- _EXERCISE DESCRIPTION_:
Copy out every line from the records that includes "Olive".

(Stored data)
========================
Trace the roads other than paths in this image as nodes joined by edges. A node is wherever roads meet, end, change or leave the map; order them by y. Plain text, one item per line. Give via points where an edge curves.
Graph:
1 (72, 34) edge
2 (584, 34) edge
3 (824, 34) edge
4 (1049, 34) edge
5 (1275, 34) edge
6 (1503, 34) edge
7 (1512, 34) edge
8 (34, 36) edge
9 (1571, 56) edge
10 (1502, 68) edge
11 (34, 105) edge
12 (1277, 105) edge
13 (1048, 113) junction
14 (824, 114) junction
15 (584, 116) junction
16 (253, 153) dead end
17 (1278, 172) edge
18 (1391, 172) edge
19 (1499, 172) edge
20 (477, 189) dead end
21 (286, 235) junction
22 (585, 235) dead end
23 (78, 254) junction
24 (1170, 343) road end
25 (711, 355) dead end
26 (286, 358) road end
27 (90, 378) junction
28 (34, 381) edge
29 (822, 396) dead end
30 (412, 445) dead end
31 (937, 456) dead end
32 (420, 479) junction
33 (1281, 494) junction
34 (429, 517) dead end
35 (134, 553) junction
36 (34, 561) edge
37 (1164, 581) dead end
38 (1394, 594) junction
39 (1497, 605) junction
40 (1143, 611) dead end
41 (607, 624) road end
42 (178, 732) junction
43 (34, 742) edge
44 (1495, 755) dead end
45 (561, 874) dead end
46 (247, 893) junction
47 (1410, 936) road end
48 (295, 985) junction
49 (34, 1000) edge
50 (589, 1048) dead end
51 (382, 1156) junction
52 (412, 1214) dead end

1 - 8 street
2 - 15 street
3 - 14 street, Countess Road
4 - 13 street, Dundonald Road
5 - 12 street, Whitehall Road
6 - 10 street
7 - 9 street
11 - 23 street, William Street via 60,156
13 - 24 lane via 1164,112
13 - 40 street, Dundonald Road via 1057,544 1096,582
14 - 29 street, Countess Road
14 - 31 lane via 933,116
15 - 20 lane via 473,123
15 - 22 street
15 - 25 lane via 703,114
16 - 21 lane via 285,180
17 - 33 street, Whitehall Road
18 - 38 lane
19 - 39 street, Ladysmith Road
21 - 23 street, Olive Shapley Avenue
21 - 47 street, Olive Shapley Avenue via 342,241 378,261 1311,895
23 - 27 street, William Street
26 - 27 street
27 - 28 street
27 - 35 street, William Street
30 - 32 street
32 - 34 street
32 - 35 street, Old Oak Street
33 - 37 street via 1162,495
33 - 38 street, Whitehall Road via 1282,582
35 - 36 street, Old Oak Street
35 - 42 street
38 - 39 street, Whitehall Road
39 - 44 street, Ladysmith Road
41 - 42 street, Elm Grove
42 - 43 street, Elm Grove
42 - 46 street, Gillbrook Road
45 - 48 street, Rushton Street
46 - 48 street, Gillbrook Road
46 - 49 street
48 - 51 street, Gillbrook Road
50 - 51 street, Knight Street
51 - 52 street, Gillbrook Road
========================
- _ANSWER FOR THE TASK_:
21 - 23 street, Olive Shapley Avenue
21 - 47 street, Olive Shapley Avenue via 342,241 378,261 1311,895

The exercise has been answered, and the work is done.